Can I Cancel My Student Loan Debt?

There are many names for the process of reducing a portion or all of your student loan debt due to some extenuating circumstances: cancellation, deferment, dischargement, forbearance or forgiveness. There are subtle differences in the details of the processes - Deferment and Forbearance are temporary postponements of your repayment schedule; Cancellation, Dischargement and Forgiveness remove your entire debt permanently.

If you are having problems repaying your loan, then contact the organization servicing the loan before late fees are assessed. You might qualify for deferment or forbearance.

Deferment - This is a temporary suspension of loan payments due to specific reasons, like re-enrollment, unemployment, bankruptcy or economic hardship. Deferment can be made up to three years. If you have a subsidized loan, you don't need to pay interest during deferment. If you have an unsubsidized loan, you do need to pay interest during deferment; unpaid interest will be "capitalized" - added to the principal balance.

Forbearance - This temporary postponement or reduction of payments due to financial difficulty is a possibility for those who don't qualify for deferment. Applications must be made to the loan servicer. Interest continue to accrue on the unpaid principal. The student must repay the full balance. Forbearance is permitted for a period of up to one year with a maximum of 3 years.

The College Cost Reduction and Access Act of 2007 has assisted government employees with student loans by providing forgiveness after 10 years of service. Active duty military can get loan deferment. Some special education, science and mathematics teachers might have their loans forgiven.

What If I Default?

If you are having problems with making payments, contact the company servicing your loan. The process for falling behind in payments is gradual. Usually after graduation, the student has a grace period of six to nine months to initiate repayment.

Public government and private loans might be treated differently when the student defaults. The Higher Education Act of 1965 (Sections 400 to 498B) governs financial aid, federal loans and defaults.

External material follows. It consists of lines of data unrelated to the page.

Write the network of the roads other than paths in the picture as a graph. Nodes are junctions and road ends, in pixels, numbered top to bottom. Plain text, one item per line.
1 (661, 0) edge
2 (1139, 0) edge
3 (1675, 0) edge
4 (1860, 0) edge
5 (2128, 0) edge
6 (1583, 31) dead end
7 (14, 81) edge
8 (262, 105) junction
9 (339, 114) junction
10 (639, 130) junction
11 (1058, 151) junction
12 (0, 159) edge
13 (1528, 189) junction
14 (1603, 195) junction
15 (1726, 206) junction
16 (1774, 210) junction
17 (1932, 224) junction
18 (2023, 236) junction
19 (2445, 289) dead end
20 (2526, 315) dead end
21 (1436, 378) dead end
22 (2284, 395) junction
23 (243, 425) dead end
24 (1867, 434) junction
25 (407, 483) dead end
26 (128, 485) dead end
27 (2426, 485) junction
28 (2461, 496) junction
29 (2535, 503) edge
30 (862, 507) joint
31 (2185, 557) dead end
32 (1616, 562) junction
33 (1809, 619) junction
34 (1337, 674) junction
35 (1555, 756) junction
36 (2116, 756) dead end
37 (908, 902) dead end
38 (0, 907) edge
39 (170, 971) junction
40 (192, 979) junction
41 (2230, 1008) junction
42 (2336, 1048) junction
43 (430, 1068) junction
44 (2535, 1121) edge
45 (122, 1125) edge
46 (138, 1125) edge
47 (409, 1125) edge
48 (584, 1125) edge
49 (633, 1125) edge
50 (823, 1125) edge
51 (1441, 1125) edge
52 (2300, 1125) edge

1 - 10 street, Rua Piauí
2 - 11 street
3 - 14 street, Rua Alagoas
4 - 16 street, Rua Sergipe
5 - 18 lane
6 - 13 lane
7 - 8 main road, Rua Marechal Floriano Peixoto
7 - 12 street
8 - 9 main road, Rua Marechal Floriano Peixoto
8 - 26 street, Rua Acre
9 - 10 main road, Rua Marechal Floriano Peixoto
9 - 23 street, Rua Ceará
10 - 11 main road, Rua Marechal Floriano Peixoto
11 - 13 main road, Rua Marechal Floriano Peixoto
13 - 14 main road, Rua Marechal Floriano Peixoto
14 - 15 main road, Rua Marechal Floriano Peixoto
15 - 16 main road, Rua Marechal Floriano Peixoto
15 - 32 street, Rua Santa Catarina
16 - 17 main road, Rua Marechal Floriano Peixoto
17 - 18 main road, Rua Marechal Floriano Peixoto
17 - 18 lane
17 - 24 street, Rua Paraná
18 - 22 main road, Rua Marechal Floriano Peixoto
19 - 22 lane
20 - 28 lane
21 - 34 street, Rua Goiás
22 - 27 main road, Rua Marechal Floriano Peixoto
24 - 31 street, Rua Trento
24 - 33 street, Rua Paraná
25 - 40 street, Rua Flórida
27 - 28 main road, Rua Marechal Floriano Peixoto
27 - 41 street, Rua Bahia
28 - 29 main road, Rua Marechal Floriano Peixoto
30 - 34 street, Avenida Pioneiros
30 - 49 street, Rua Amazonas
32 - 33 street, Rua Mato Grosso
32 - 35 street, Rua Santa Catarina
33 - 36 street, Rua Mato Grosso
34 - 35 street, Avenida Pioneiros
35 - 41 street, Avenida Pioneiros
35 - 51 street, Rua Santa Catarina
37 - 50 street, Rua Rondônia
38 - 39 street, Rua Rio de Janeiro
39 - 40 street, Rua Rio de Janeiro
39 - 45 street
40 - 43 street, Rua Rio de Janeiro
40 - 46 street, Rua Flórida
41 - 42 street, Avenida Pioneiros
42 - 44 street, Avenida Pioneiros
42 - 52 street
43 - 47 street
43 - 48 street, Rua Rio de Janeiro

If you default, the maturity date on each promissory note is accelerated - payment in full is immediately due. This makes a bad situation worse.

Certain government loans have very specific procedures governing default. For example, for a FFEL default to occur, the lender must exercise "due diligence" in attempting to collect the loan by making repeated efforts to locate you and remind you about repayment of the loan. If unsuccessful, then the loan is handed to the State Guarantor Agency. This must occur over a span of 270 days to qualify as default.

"Penalties for Default"

If you default, the U.S. Treasury can confiscate your federal or state tax refund. If your loan is assigned to a private collection agency, then additional collection costs might be added. Administrative wage garnishment could be initiated, which would take 15% of disposable paycheck towards loan repayment. Legal action in State or Federal District Court could also be taken.

A loan default can negatively impact you for a long time. Credit bureaus will be notified, your credit rating will suffer. You will no longer qualify for other government loans - like HUD or VA.

"Loan Rehabilitation Program"

If you appeal to the lender and demonstrate a concerted effort in making amends for your default, you might qualify for the loan rehabilitation program. Requirements for rehabilitation differ based on the loan - the Federal Direct Loan Program requires 9 full payments within 20 days of monthly due dates over a 10-month period. The Perkins Loan Program requires 9 on-time monthly payments. You can repay loans with credit card or automatic withdrawals from your banking account.

Advantages of loan rehabilitation include removal of "default" status with credit bureaus, renewed eligibility for federal loan programs and no more garnishments or IRS tax withholding for cash loans repayments.